Bewijs aanvoeren, verzamelen of afstaan – in civiele procedure

In het kader van een civiele procedure wordt naar thans geldend recht van partijen verlangd dat zij alle voor de beslissing relevante feiten en omstandigheden volledig en naar waarheid aanvoeren (21 Rv) en zonodig afschrift verstrekken van stukken waar zij zich op beroepen (85 Rv). Een algemene exhibitieplicht kent het Nederlands procesrecht niet.

De rechter kan op de voet van artikel 22 Rv een partij bevelen nadere informatie of stukken te verschaffen. Een partij kan daar evenwel niet toe worden gedwongen, doch de rechter kan uit een weigering te voldoen de gevolgtrekking maken die hij geraden acht, waarbij te denken is aan het aan de weigering verbinden van bewijsrechtelijke consequenties.

Daarnaast kan onder omstandigheden worden aangenomen dat in verband met een bestaande bewijsongelijkheid voor één van partijen een verzwaarde stelplicht geldt die meebrengt dat zij haar stellingen van een voldoende feitelijke onderbouwing voorziet teneinde de wederpartij aanknopingspunten te bieden voor door haar daartegenover te leveren bewijs.

Naast de hiervoor besproken mogelijkheden de rechter te verzoeken in het kader van een procedure maatregelen te treffen, hebben partijen ook zelf de mogelijkheid op voet van het bepaalde in artikel 843a en 843b Rv inzage of afschrift te vorderen van bescheiden die een ander, waaronder ook de wederpartij, onder zich heeft.

Artikel 843a Rv voorziet erin dat degene die daarbij een rechtmatig belang heeft inzage, afschrift of uittreksel van bepaalde bescheiden aangaande een rechtsbetrekking waarin hij partij is kan vorderen. Deze exhibitieplicht is niet onbeperkt. Ten aanzien van de vordering op grond van artikel 843a Rv staat voorop dat, wil die vordering kunnen worden toegewezen, in de eerste plaats aan alle drie in lid 1 van dit artikel gestelde voorwaarden moet zijn voldaan: (i) de wederpartij van degene die bescheiden te zijner beschikking of onder zijn berusting heeft, moet rechtmatig belang hebben bij inzage, afschrift of uittreksel daarvan, (ii) de vordering moet betrekking hebben op bepaalde bescheiden (deze beperking is opgenomen om zg. fishing expeditions te voorkomen) en (iii) de bescheiden moeten een rechtsbetrekking betreffen waarin de wederpartij van degene die ze te zijner beschikking of onder zijn berusting heeft, partij is.

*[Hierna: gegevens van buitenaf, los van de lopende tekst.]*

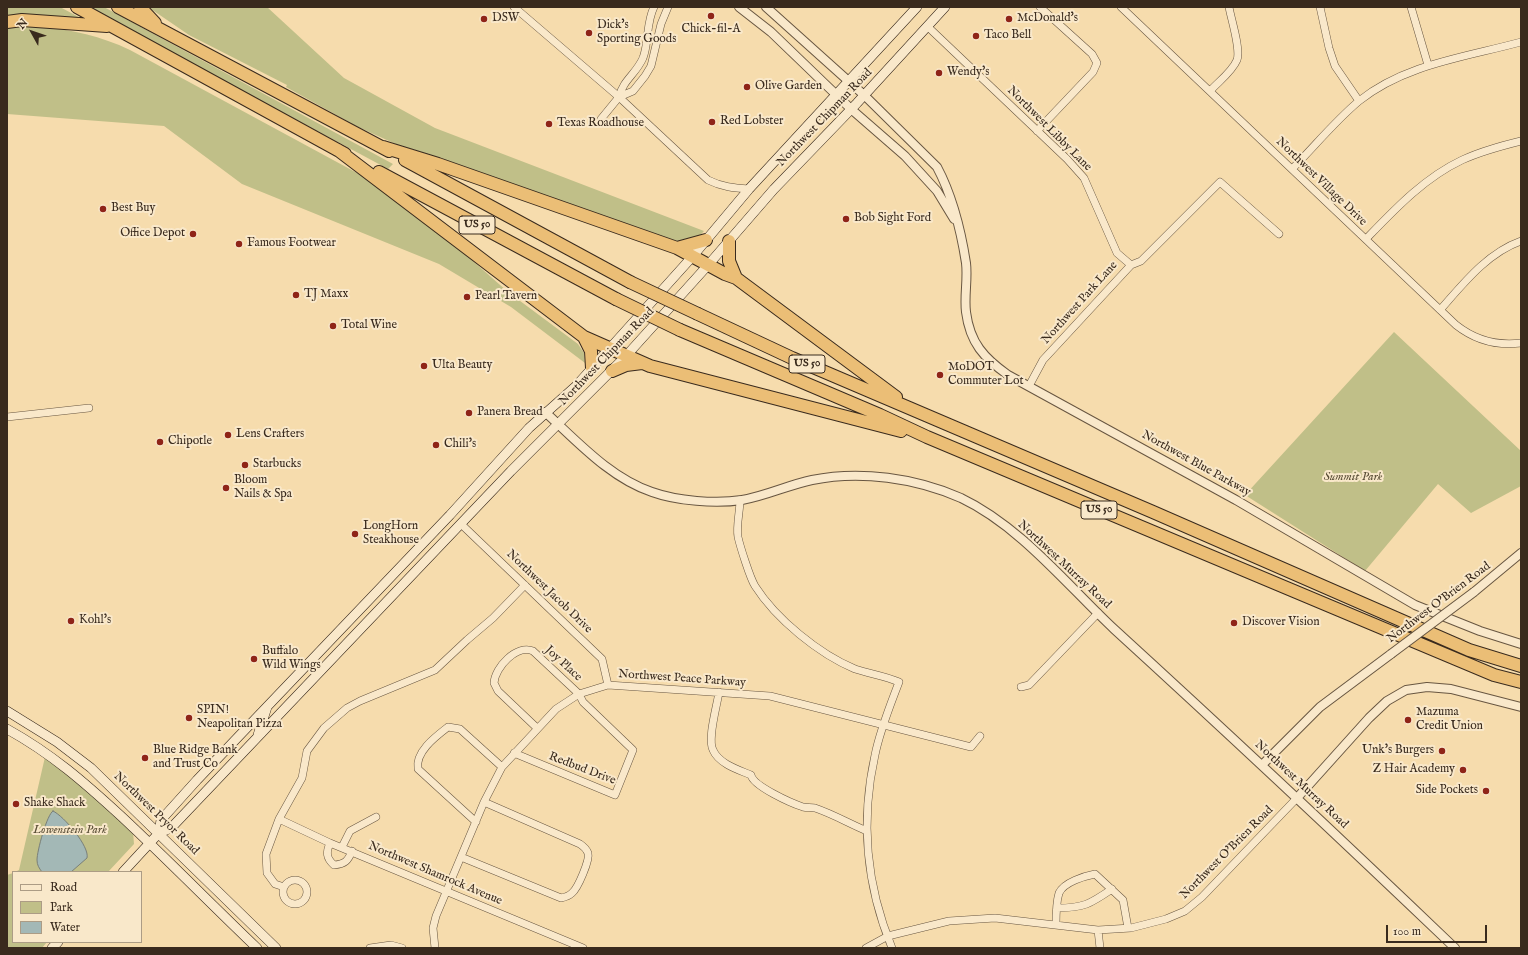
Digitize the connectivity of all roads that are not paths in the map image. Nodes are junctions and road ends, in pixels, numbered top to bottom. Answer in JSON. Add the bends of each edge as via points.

Verder moet zich geen van de drie in de leden 3 en 4 vervatte uitzonderingen voordoen: (iv) hij die uit hoofde van zijn ambt, beroep of betrekking tot geheimhouding verplicht is, is niet gehouden aan de vordering te voldoen, indien de bescheiden uitsluitend uit dien hoofde te zijner beschikking staan of onder zijn berusting zijn, (v) degene die de bescheiden te zijner beschikking of onder zijn berusting heeft, is niet gehouden aan de vordering te voldoen, indien daarvoor gewichtige redenen zijn en (vi) degene die de bescheiden te zijner beschikking of onder zijn berusting heeft, is niet gehouden aan de vordering te voldoen, indien redelijkerwijs aangenomen kan worden dat een behoorlijke rechtsbedeling ook zonder verschaffing van de gevraagde gegevens is gewaarborgd.

Ten aanzien van het bepaalde in artikel 843b Rv geldt daarbij dat slechts degene die een bewijsmiddel heeft verloren van degene die de beschikking heeft over bescheiden die tot bewijs kunnen dienen van enig feit waarop het verloren bewijsmiddel betrekking had daarvan afschrift kan vorderen.